#### [PROBLEM TO SOLVE]
Apart from the pictures, write out the records that follow exactly.
[GIVEN ENTRIES — start]
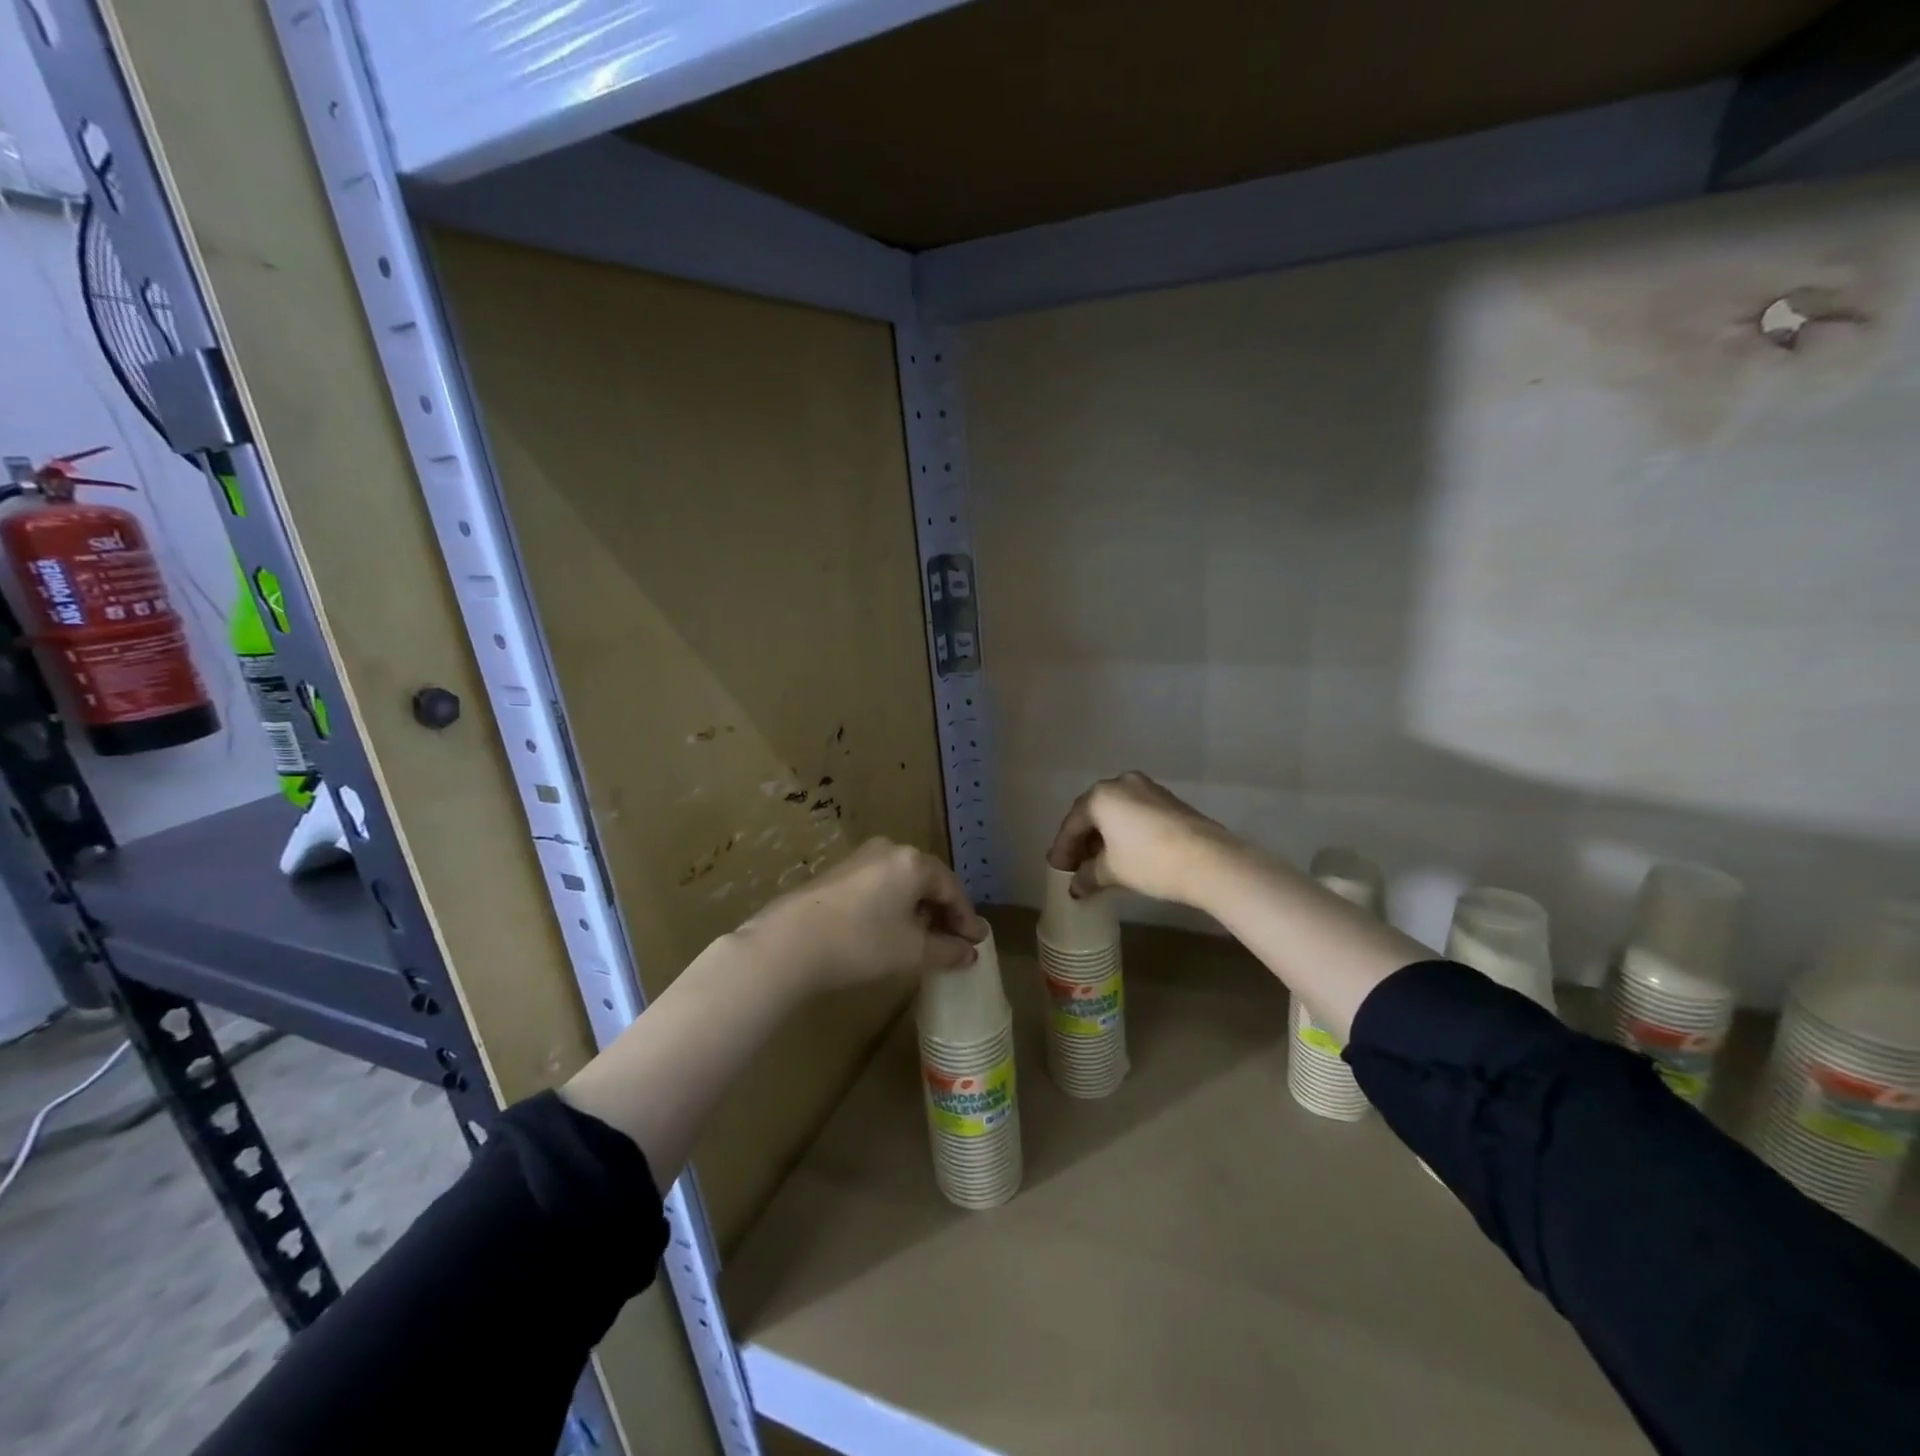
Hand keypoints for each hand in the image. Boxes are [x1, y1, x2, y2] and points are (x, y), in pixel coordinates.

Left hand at [736, 838, 986, 994]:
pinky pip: (880, 885)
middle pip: (927, 880)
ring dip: (918, 908)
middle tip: (954, 941)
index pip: (951, 888)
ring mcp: (861, 858)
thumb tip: (969, 952)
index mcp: (913, 862)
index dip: (966, 918)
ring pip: (902, 882)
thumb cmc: (862, 942)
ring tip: (923, 938)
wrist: (790, 942)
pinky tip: (891, 929)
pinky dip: (894, 905)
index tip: (976, 943)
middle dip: (943, 911)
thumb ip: (947, 950)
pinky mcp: (838, 872)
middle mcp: (890, 850)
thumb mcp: (911, 951)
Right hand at [1046, 771, 1236, 907]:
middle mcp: (1122, 783)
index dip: (1063, 849)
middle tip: (1076, 865)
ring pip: (1116, 812)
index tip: (1058, 870)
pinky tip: (1126, 853)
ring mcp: (1148, 789)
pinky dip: (1125, 832)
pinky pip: (1136, 814)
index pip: (1072, 823)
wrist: (1209, 860)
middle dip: (1083, 841)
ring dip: (1105, 836)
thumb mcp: (1111, 872)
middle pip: (1093, 813)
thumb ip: (1087, 876)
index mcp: (1101, 795)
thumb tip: (1076, 886)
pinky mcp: (1169, 800)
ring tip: (1100, 862)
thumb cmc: (1149, 861)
[GIVEN ENTRIES — finish]
#### [ANSWER TO THIS EXERCISE]
Hand keypoints for each hand in the image. Boxes are [x1, y1, x2, y2] and points are (x, y), in pixel coordinates.

Left hand at [736, 838, 986, 994]:
pinky pip: (880, 885)
middle pip: (927, 880)
ring dip: (918, 908)
middle tip: (954, 941)
index pip: (951, 888)
ring mcp: (861, 858)
thumb tip: (969, 952)
index mcp: (913, 862)
index dip: (966, 918)
ring pip: (902, 882)
thumb cmc: (862, 942)
ring tip: (923, 938)
wrist: (790, 942)
pinky tip: (891, 929)
pinky dip: (894, 905)
index tip: (976, 943)
middle dip: (943, 911)
thumb ip: (947, 950)
pinky mcp: (838, 872)
middle mcp: (890, 850)
thumb mcp: (911, 951)
Right hand at [1046, 771, 1236, 907]:
middle mcp: (1122, 783)
index dip: (1063, 849)
middle tip: (1076, 865)
ring pip: (1116, 812)
index tip: (1058, 870)
pinky tip: (1126, 853)
ring mcp: (1148, 789)
pinky dip: (1125, 832)
pinky pip: (1136, 814)
index pip: (1072, 823)
wrist: (1209, 860)
middle dip: (1083, 841)
ring dip: (1105, 836)
thumb mcp: (1111, 872)
middle pip: (1093, 813)
thumb ip: (1087, 876)
index mcp: (1101, 795)
thumb tip: (1076, 886)
pinky mcp: (1169, 800)
ring tip: (1100, 862)
thumb cmc: (1149, 861)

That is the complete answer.